Highlands has two sites in Lesotho. Canopy Growth invested over $35 million to develop the facilities, which are now wholly owned by Highlands. Each site includes growing, processing, and packaging facilities that comply to international and local regulations. After three successful harvests, Highlands is now entering its fourth grow season.

Their latest venture, Canna-Tract, will allow companies to cultivate cannabis to their specific requirements under the care of Highland’s team, who will grow, harvest, and process the cannabis flower. Clients can select or supply genetics and choose the final product form (flower or extract).

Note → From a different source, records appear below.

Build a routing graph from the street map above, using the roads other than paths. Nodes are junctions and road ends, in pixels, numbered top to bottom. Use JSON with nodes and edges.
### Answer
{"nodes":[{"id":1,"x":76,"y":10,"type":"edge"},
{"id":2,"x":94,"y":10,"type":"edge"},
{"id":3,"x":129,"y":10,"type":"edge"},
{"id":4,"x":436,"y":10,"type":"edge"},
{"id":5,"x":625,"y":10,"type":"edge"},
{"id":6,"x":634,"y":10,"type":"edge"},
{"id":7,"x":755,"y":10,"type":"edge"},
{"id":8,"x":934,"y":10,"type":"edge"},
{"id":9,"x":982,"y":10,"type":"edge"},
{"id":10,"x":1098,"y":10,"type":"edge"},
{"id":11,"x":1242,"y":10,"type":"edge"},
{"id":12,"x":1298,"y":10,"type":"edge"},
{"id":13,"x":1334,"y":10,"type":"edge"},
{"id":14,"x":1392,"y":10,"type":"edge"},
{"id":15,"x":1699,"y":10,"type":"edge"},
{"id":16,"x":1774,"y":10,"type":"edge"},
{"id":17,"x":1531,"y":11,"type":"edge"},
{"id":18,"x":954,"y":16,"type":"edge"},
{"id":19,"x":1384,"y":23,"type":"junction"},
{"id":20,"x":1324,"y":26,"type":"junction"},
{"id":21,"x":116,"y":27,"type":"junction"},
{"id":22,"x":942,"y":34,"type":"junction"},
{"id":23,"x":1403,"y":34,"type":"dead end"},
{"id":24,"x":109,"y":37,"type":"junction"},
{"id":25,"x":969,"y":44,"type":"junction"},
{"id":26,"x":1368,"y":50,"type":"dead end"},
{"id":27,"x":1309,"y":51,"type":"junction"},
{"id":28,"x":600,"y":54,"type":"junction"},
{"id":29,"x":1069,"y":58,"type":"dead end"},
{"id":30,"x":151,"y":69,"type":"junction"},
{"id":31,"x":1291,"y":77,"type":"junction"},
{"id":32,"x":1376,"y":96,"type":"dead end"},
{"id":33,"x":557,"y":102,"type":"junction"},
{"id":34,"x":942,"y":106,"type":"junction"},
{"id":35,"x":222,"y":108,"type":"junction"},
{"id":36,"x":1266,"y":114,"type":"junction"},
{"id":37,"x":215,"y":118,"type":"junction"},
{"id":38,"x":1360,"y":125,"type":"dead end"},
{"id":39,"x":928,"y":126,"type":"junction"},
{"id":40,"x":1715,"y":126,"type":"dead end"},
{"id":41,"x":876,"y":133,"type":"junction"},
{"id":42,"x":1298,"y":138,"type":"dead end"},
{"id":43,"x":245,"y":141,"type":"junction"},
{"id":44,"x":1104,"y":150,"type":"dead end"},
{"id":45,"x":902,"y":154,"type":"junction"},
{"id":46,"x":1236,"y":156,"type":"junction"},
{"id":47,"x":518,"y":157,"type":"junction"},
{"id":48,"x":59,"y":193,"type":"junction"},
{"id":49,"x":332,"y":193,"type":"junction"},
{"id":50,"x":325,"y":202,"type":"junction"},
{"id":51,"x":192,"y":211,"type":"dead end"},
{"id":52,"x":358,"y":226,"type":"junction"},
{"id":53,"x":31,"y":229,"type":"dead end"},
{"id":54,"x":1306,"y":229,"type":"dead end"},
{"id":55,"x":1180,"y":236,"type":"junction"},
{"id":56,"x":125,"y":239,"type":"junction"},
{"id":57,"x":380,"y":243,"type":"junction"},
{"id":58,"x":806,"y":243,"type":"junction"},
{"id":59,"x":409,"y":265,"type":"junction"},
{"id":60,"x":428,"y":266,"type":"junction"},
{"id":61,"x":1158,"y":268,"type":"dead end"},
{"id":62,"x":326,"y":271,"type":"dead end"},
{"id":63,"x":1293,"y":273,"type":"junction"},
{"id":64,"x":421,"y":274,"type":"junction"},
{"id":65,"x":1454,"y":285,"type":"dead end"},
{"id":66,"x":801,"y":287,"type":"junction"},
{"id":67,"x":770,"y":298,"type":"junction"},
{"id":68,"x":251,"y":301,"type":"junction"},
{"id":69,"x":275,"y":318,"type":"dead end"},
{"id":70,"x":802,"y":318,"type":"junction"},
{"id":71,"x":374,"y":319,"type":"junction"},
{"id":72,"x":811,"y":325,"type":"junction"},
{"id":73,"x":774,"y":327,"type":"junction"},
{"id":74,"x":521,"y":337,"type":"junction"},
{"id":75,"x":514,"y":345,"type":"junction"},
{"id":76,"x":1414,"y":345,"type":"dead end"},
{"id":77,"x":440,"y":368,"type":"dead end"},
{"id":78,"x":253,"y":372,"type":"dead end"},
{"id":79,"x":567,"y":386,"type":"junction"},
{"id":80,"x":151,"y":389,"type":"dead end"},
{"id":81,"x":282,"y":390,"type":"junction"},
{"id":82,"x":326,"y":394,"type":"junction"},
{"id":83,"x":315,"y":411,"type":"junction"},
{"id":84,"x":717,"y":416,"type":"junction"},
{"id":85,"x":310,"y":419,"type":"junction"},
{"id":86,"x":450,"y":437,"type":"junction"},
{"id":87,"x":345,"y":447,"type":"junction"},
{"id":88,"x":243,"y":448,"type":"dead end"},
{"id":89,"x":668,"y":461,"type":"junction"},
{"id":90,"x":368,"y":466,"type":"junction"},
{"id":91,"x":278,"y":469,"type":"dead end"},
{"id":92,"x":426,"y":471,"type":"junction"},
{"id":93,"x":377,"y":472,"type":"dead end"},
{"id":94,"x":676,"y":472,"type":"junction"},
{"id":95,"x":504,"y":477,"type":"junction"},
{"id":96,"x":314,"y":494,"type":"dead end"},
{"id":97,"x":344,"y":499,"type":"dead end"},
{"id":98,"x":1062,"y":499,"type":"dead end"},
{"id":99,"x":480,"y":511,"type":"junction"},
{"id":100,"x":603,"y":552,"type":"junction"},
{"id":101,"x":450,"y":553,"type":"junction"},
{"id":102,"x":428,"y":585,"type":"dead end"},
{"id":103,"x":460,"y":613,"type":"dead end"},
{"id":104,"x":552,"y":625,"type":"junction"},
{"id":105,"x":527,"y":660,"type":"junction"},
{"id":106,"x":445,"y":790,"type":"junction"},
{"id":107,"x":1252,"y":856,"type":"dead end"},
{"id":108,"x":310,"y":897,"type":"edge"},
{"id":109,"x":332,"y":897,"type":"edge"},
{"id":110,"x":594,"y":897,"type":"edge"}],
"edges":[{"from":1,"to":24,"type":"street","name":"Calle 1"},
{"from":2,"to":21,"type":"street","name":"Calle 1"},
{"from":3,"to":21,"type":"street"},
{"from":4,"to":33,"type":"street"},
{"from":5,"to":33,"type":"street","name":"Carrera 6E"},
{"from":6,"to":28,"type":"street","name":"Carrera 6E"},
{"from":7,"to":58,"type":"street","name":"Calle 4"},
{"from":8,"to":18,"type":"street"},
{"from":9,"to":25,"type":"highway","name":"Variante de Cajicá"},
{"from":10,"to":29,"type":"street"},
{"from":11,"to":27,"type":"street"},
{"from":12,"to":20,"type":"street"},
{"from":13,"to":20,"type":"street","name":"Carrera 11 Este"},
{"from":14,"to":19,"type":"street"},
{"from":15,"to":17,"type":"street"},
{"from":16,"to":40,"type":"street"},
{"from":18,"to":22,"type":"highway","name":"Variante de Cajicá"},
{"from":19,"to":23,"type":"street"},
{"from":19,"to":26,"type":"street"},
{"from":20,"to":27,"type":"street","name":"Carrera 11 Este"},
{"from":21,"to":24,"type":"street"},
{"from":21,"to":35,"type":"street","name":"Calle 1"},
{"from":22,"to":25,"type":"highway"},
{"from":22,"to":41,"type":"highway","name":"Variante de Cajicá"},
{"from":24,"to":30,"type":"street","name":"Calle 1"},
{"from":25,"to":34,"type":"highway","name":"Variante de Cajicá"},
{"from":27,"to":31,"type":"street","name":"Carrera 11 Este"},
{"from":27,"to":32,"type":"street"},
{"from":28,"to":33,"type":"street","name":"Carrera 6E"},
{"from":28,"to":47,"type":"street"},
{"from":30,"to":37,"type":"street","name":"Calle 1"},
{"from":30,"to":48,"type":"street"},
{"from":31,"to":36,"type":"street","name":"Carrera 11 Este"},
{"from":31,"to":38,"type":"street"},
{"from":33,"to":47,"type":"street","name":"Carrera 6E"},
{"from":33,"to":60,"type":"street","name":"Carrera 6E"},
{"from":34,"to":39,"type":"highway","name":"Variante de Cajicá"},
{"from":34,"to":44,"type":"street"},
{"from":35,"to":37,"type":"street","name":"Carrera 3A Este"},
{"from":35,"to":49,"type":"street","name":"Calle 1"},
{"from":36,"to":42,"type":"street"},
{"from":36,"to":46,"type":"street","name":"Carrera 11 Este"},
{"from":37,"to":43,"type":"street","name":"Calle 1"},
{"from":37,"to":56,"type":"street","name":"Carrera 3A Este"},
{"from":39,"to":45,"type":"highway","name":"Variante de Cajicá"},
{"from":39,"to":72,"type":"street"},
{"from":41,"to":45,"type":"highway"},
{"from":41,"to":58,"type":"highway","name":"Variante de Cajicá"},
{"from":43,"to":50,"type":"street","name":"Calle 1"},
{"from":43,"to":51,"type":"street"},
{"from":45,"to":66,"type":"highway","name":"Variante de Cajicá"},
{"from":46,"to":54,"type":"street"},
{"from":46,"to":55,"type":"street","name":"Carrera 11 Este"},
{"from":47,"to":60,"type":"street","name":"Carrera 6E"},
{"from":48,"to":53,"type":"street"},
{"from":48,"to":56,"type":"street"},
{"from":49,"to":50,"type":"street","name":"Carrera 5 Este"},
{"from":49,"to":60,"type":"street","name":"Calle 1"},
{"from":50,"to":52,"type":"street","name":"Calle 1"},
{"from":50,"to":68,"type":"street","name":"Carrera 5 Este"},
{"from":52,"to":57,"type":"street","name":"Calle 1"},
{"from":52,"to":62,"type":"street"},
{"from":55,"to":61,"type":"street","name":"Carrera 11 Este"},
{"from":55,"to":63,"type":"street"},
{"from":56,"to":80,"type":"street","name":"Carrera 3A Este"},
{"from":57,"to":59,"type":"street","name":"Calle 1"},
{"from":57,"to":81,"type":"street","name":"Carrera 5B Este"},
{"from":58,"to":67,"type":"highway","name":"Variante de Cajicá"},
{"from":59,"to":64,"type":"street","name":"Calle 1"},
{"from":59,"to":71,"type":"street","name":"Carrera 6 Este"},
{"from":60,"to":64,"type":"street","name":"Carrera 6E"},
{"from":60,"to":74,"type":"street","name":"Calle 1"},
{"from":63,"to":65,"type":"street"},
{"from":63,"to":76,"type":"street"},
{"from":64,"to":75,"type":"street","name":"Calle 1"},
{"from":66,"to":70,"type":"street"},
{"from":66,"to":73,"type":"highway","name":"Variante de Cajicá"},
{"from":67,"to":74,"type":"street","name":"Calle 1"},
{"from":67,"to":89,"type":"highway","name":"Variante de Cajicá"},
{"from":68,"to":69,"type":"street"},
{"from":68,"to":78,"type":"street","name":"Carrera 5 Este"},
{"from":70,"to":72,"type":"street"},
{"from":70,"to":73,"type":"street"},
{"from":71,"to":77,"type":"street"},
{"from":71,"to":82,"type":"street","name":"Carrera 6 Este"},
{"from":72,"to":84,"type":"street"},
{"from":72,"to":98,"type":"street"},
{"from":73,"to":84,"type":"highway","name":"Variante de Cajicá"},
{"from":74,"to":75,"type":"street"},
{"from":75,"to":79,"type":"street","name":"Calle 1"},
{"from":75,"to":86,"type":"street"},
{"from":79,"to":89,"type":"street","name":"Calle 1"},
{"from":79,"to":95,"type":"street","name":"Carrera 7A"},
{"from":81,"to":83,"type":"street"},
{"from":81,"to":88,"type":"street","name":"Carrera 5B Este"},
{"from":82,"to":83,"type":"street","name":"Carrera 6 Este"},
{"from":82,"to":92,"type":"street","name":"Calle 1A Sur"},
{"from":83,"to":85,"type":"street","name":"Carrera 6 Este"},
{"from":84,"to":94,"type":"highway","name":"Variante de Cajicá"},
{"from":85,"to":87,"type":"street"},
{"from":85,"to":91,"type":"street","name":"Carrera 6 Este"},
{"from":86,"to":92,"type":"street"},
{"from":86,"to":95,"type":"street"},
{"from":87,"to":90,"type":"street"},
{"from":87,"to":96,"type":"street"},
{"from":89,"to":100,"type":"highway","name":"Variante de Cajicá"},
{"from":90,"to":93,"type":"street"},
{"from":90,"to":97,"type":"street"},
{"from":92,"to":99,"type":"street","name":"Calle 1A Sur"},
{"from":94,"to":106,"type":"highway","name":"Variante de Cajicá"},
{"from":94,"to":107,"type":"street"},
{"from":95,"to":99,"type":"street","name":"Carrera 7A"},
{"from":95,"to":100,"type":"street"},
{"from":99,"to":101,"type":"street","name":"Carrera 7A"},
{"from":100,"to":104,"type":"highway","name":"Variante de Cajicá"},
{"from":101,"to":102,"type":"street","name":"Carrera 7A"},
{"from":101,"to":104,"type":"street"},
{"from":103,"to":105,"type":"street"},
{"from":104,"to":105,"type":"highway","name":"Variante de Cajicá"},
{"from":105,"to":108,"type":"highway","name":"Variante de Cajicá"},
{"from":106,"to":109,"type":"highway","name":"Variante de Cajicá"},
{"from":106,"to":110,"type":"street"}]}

After harvesting and processing the product will be stored at Highlands’ warehouse until it is ready to be shipped to its final destination.

“Canna-Tract provides clients looking to grow commercial volumes of medical-grade cannabis the ability to do so without having to obtain a license or invest the significant capital required to ensure medical grade product,” Highlands Investments Managing Director, Mark Corbett said in a press release. “We believe that our cost per hectare model will result in one of the lowest cultivation costs per gram today.”